● **AIM OF THE TASK**: Reproduce the data that follows in its entirety, character for character.

====

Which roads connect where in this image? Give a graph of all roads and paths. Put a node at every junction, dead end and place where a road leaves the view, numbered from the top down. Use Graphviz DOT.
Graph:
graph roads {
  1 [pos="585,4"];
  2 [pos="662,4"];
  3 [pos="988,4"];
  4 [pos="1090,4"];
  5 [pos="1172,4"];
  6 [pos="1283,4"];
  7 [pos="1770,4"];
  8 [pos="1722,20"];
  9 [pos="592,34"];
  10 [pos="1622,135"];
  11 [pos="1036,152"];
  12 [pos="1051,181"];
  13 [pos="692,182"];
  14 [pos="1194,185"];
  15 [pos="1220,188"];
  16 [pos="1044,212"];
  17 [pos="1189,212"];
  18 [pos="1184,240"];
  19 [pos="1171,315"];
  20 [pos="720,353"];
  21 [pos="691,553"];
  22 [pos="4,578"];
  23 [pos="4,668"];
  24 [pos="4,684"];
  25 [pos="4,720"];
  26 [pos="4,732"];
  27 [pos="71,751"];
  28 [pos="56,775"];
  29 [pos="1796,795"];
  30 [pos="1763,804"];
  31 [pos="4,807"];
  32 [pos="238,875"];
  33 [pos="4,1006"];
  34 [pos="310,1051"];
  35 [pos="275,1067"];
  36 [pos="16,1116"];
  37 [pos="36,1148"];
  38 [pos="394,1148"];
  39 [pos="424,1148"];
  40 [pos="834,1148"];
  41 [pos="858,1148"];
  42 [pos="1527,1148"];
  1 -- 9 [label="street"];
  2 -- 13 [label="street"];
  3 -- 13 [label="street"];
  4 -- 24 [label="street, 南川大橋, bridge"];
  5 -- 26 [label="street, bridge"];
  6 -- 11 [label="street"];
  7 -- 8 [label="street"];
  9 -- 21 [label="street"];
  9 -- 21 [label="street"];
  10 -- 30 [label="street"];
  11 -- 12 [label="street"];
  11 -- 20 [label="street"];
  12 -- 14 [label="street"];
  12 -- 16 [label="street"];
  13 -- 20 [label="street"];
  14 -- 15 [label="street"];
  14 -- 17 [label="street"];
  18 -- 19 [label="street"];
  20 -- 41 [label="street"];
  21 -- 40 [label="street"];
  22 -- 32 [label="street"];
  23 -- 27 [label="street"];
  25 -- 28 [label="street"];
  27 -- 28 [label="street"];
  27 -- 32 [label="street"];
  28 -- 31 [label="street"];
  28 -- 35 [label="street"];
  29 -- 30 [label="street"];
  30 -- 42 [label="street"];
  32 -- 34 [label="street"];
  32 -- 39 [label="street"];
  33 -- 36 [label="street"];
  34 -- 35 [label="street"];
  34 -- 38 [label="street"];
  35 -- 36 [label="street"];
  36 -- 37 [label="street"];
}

====

● **WRITTEN ANSWER**:
Which roads connect where in this image? Give a graph of all roads and paths. Put a node at every junction, dead end and place where a road leaves the view, numbered from the top down. Use Graphviz DOT.
Graph:
graph roads {
  1 [pos="585,4"];
  2 [pos="662,4"];
  3 [pos="988,4"];
  4 [pos="1090,4"];
  5 [pos="1172,4"];
  6 [pos="1283,4"];
  7 [pos="1770,4"];
  8 [pos="1722,20"];
  9 [pos="592,34"];
  10 [pos="1622,135"];
  11 [pos="1036,152"];
  12 [pos="1051,181"];
  13 [pos="692,182"];
  14 [pos="1194,185"];
  15 [pos="1220,188"];
  16 [pos="1044,212"];
  17 [pos="1189,212"];
  18 [pos="1184,240"];
  19 [pos="1171,315"];
  20 [pos="720,353"];
  21 [pos="691,553"];
  22 [pos="4,578"];
  23 [pos="4,668"];
  24 [pos="4,684"];
  25 [pos="4,720"];
  26 [pos="4,732"];
  27 [pos="71,751"];
  28 [pos="56,775"];
  29 [pos="1796,795"];
  30 [pos="1763,804"];
  31 [pos="4,807"];
  32 [pos="238,875"];
  33 [pos="4,1006"];
  34 [pos="310,1051"];
  35 [pos="275,1067"];
  36 [pos="16,1116"];
  37 [pos="36,1148"];
  38 [pos="394,1148"];
  39 [pos="424,1148"];
  40 [pos="834,1148"];
  41 [pos="858,1148"];
  42 [pos="1527,1148"];
  1 -- 9 [label="street"];
  2 -- 13 [label="street"];
  3 -- 13 [label="street"];
  4 -- 24 [label="street, 南川大橋, bridge"];
  5 -- 26 [label="street, bridge"];
  6 -- 11 [label="street"];
  7 -- 8 [label="street"];
  9 -- 21 [label="street"];
  9 -- 21 [label="street"];
  10 -- 30 [label="street"];
  11 -- 12 [label="street"];
  11 -- 20 [label="street"];
  12 -- 14 [label="street"];
  12 -- 16 [label="street"];
  13 -- 20 [label="street"];
  14 -- 15 [label="street"];
  14 -- 17 [label="street"];
  18 -- 19 [label="street"];
  20 -- 41 [label="street"];
  21 -- 40 [label="street"];
  22 -- 32 [label="street"];
  23 -- 27 [label="street"];
  25 -- 28 [label="street"];
  27 -- 28 [label="street"];
  27 -- 32 [label="street"];
  28 -- 31 [label="street"];
  28 -- 35 [label="street"];
  29 -- 30 [label="street"];
  30 -- 42 [label="street"];
  32 -- 34 [label="street"];
  32 -- 39 [label="street"];
  33 -- 36 [label="street"];
  34 -- 35 [label="street"];
  34 -- 38 [label="street"];
  35 -- 36 [label="street"];
  36 -- 37 [label="street"];
}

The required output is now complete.